Pictures are to be omitted; everything else in the data must be transcribed exactly.

----- Records shown

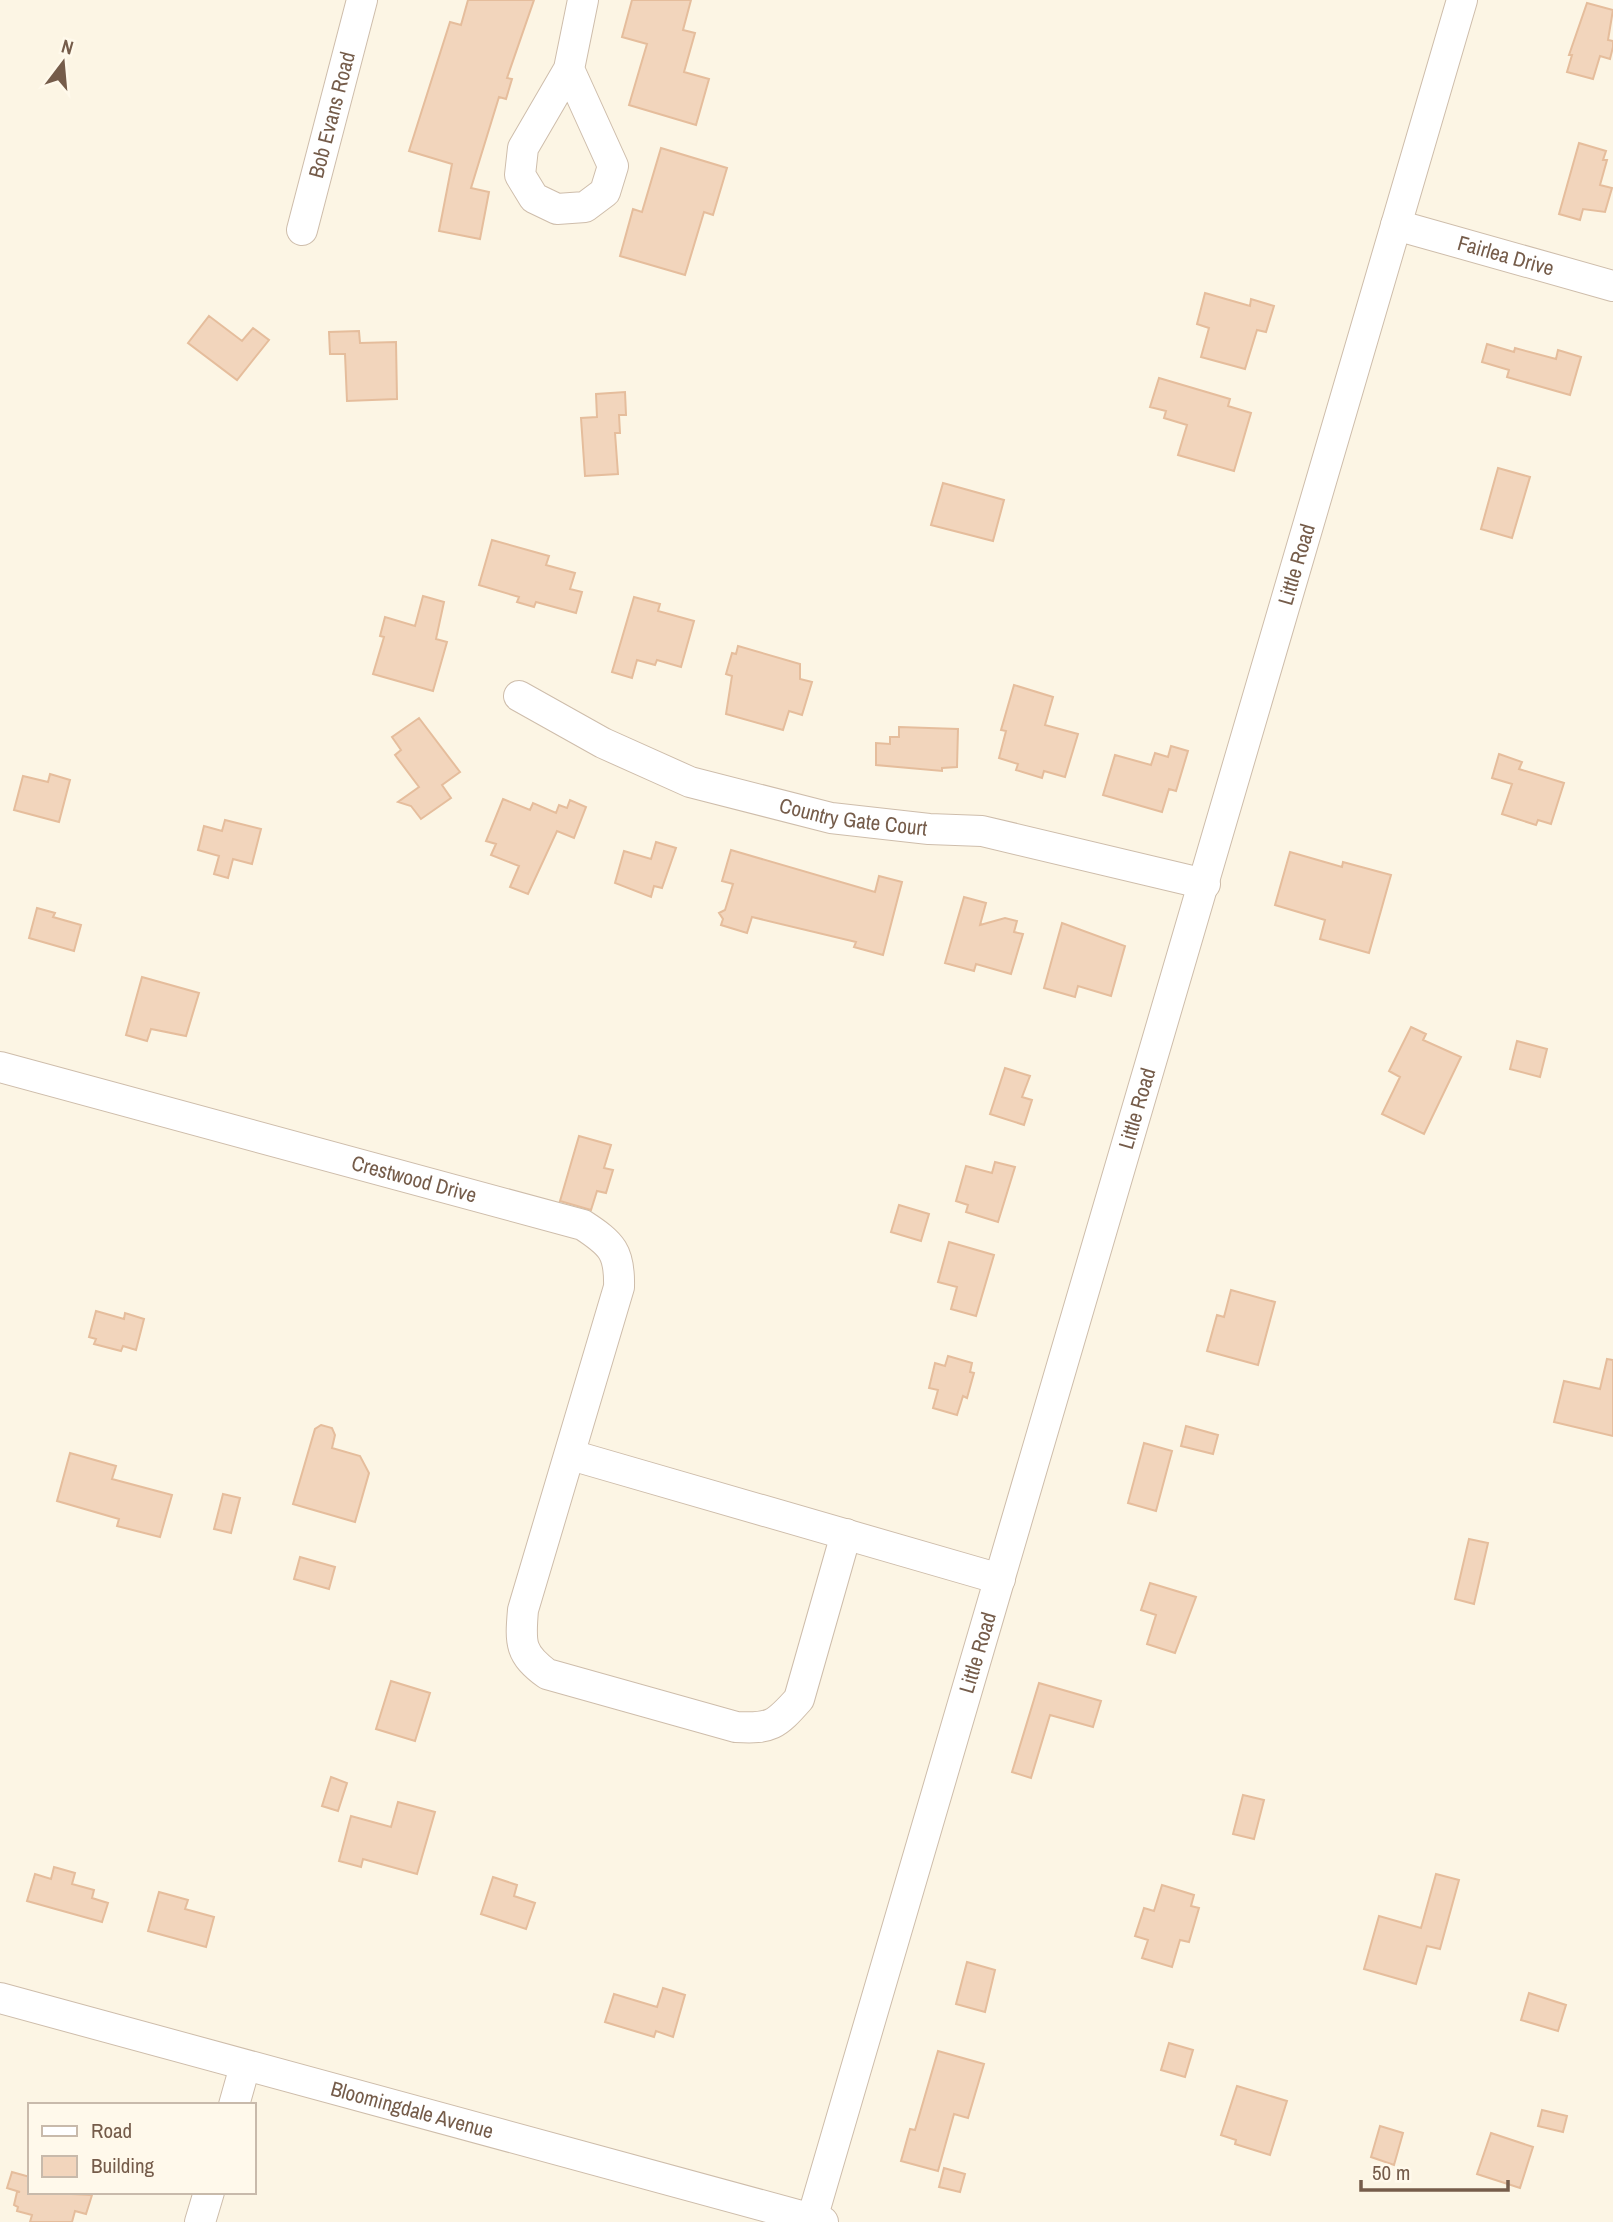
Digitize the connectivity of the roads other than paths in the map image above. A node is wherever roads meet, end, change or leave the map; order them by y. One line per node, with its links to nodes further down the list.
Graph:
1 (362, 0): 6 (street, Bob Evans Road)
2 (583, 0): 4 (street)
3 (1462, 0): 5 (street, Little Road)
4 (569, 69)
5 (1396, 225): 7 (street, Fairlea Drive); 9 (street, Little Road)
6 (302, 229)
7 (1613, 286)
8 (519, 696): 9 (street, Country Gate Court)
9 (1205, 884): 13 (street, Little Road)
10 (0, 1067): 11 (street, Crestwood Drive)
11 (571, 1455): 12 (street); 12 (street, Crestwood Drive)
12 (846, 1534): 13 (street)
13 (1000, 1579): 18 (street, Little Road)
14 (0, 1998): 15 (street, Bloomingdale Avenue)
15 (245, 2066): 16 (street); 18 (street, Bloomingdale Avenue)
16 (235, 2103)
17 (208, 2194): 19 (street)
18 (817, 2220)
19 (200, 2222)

----------

*Exercise output:*
Digitize the connectivity of the roads other than paths in the map image above. A node is wherever roads meet, end, change or leave the map; order them by y. One line per node, with its links to nodes further down the list.
Graph:
1 (362, 0): 6 (street, Bob Evans Road)
2 (583, 0): 4 (street)
3 (1462, 0): 5 (street, Little Road)
4 (569, 69)
5 (1396, 225): 7 (street, Fairlea Drive); 9 (street, Little Road)
6 (302, 229)
7 (1613, 286)
8 (519, 696): 9 (street, Country Gate Court)
9 (1205, 884): 13 (street, Little Road)
10 (0, 1067): 11 (street, Crestwood Drive)
11 (571, 1455): 12 (street); 12 (street, Crestwood Drive)
12 (846, 1534): 13 (street)
13 (1000, 1579): 18 (street, Little Road)
14 (0, 1998): 15 (street, Bloomingdale Avenue)
15 (245, 2066): 16 (street); 18 (street, Bloomingdale Avenue)
16 (235, 2103)
17 (208, 2194): 19 (street)
18 (817, 2220)
19 (200, 2222)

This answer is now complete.